Vitis pollen was also found in the Turbera del Padul (Granada), but some difficulties have been experienced in dating the material. Florschütz et al. (1971) have classified these findings as being from the beginning of the Upper Pleistocene before the Eemian interglacial period (pre‑ Würm glaciation).
Evidence of Vitis from the last interglacial period (Würm/ Weichsel) has been found in the most diverse places: carbonised vines at Abric Romaní (Anoia, Catalonia) dating to 70,000 BP (Burjachs, Julia 1994, Ethel, 2002) and (Buxó, Piqué, 2008); fossil grape seeds in Mediona I (Alt Penedès, Catalonia); and grapevine fossils dating to 30,000 BP in the Cueva de les Mallaetes [Les Mallaetes caves], in Valencia (Barx). Dupré (1988) writes that “… since the beginning of the Holocene (after the last Ice Age, our epoch), there are numerous proofs for the existence of Vitis silvestris…”.
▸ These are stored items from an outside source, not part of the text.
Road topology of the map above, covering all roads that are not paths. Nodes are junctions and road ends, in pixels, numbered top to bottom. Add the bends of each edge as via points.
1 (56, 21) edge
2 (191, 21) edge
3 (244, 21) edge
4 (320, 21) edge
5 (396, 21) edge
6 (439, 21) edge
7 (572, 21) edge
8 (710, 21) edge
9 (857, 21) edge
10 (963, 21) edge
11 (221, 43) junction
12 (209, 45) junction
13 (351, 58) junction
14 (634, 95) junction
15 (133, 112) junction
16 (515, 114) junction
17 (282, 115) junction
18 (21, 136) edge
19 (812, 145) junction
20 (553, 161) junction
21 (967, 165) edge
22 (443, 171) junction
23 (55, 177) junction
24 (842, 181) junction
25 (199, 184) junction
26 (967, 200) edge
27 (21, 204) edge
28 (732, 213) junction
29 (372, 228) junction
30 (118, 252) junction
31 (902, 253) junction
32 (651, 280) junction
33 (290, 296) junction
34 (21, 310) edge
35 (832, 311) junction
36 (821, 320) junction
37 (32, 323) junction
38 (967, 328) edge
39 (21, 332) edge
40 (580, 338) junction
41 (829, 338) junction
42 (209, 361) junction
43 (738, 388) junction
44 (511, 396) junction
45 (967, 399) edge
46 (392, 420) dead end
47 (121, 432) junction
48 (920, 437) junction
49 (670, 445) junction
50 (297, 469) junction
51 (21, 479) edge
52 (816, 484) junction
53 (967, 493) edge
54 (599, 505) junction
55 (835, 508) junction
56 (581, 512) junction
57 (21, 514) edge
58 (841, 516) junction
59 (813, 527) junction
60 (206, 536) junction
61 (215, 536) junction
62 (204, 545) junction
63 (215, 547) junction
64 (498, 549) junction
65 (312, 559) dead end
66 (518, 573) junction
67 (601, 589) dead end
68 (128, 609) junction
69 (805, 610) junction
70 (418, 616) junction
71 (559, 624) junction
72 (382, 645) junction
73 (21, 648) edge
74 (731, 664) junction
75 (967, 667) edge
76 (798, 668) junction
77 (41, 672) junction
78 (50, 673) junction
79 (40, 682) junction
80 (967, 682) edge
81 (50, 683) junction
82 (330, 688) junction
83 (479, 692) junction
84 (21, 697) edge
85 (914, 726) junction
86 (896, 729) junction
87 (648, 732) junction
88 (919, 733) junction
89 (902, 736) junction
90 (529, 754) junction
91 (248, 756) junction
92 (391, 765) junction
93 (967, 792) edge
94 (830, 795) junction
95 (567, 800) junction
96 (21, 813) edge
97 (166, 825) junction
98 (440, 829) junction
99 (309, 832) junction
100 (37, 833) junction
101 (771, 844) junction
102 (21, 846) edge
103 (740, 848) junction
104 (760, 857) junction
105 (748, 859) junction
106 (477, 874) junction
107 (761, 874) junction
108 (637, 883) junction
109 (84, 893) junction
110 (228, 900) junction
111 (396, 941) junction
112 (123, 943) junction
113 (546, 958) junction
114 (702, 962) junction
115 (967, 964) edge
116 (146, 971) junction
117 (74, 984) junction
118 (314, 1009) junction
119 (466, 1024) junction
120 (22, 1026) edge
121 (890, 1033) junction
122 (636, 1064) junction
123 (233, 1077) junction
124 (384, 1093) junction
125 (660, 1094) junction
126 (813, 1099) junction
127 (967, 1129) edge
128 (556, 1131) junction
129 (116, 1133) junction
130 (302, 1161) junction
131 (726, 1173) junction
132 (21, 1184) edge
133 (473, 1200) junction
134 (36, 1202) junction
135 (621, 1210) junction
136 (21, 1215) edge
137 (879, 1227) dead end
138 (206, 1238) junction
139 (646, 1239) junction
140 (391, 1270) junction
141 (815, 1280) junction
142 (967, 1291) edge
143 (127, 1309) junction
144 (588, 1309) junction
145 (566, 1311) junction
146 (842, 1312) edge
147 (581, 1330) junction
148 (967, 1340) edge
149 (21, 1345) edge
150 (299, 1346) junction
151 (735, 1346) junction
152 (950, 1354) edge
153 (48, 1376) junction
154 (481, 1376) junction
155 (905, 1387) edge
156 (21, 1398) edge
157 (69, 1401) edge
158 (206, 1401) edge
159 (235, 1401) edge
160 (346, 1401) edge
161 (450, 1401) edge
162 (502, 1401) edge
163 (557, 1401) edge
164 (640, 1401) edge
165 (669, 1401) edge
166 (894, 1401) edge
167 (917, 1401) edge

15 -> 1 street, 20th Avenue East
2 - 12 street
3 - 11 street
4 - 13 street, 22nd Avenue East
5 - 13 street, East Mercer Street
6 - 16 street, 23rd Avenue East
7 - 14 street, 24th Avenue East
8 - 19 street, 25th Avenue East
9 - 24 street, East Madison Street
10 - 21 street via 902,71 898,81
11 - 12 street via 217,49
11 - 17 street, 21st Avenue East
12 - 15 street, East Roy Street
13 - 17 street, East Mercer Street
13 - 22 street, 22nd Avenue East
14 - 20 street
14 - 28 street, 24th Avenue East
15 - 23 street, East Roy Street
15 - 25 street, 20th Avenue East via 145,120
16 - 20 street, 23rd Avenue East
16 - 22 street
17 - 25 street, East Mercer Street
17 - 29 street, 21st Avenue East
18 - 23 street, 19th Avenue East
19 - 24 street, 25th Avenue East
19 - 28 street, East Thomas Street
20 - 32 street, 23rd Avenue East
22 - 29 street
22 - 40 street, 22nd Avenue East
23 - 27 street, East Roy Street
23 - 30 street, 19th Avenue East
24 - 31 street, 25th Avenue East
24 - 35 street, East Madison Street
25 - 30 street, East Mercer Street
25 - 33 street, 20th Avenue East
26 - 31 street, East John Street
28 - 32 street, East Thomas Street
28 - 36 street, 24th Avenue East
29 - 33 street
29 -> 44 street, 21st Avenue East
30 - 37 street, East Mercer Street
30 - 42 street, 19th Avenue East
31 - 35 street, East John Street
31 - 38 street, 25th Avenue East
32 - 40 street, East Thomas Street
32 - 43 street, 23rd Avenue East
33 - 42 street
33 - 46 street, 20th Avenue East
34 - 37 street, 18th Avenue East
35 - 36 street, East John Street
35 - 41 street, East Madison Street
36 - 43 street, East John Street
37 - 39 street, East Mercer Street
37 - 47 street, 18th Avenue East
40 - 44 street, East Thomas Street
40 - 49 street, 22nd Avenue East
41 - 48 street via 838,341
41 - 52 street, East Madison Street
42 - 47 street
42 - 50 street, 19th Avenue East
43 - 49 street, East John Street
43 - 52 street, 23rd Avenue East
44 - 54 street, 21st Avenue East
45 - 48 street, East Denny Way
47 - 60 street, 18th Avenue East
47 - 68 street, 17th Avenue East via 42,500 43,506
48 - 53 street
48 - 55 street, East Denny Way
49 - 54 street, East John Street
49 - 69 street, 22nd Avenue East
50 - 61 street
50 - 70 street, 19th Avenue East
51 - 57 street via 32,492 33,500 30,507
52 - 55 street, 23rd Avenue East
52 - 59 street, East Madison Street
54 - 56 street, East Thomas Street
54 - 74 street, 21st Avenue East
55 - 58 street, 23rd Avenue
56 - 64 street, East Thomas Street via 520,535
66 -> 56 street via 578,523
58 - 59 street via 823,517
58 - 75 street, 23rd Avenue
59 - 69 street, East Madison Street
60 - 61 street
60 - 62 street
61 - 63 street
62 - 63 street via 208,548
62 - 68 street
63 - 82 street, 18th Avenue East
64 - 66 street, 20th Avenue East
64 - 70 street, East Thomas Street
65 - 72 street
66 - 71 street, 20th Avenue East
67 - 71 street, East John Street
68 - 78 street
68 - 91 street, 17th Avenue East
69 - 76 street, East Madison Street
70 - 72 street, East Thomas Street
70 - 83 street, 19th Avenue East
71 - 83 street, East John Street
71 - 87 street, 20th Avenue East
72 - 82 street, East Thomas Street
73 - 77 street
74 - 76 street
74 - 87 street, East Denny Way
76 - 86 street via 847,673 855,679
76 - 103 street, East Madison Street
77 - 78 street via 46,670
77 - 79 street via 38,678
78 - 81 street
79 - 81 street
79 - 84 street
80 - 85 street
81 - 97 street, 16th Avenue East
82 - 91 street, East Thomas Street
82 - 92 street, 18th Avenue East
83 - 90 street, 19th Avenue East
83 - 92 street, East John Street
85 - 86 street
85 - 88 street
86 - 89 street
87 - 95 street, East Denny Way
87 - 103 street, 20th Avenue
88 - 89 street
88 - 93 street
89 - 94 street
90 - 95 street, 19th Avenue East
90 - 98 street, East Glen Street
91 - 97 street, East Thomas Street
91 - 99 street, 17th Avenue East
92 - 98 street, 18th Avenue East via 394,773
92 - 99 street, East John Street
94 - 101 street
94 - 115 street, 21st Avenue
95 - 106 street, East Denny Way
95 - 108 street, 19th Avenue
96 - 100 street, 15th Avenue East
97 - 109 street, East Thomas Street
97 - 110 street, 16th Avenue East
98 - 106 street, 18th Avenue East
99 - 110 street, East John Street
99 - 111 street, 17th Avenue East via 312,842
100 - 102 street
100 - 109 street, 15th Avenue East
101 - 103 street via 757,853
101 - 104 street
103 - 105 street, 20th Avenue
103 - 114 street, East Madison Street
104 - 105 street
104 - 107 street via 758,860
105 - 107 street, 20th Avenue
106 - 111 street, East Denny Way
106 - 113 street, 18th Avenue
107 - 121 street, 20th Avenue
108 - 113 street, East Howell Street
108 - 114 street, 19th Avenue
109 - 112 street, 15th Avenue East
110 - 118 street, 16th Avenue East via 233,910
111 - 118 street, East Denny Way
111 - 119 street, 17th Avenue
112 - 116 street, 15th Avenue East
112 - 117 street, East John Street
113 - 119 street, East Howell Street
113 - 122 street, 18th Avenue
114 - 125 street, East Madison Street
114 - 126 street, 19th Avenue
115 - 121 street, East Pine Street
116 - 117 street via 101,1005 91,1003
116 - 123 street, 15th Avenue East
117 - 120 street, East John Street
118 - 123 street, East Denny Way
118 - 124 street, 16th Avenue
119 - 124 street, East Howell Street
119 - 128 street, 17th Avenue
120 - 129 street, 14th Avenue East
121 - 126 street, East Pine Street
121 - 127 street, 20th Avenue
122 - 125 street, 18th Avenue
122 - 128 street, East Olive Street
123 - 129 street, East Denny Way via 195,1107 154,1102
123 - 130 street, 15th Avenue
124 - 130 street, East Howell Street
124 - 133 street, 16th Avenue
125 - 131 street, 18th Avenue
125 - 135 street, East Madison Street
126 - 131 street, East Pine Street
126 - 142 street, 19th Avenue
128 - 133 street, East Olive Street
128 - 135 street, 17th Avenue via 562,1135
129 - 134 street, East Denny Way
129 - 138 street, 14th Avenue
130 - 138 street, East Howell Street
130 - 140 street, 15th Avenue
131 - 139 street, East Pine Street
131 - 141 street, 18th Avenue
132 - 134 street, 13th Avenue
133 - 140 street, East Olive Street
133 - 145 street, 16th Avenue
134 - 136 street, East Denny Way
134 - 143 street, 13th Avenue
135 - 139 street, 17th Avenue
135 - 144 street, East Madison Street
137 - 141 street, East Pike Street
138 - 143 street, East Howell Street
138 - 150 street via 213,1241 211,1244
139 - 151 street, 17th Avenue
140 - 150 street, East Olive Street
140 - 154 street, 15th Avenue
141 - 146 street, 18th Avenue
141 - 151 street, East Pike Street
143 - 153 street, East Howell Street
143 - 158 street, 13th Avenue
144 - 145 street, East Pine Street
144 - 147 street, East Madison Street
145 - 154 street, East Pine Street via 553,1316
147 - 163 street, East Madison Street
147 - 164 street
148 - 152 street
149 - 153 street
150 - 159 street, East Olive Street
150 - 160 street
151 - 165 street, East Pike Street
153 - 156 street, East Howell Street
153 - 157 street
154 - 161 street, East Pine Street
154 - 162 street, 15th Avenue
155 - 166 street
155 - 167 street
Iriate‑Chiapusso does not know of any concrete evidence of the presence of grapevines on the Iberian Peninsula in the Neolithic Age, but she mentions that evidence of an alcoholic drink similar to beer in campaniform jugs dating to 5000 BC was found in a tomb at Sima (Mino de Medinaceli, Soria; Rojo et al., 2006). She supposes that from about 2000 BC, wine was brought to the Iberian Peninsula by seafaring peoples.
Diego Riera Núñez and Michael J. Walker, of the University of Murcia (1989: 205‑237, in Review of Palaeobotany and Palynology), provide detailed evidence Vitis silvestris on the Iberian Peninsula. In addition to the findings mentioned above, they have identified many others they have been able to reference: grape seeds dating to 10750 BP in Cueva de Caballo (Cartagena) in Murcia; pollen dating to 4800 BP from El Prado de Jumilla in Murcia; grape seeds dating to 4500‑4000 BP from Cueva del Calor at Cehegin; and stem fragments from the same period from Cueva del Monte of the Rambla de Libilla in Murcia.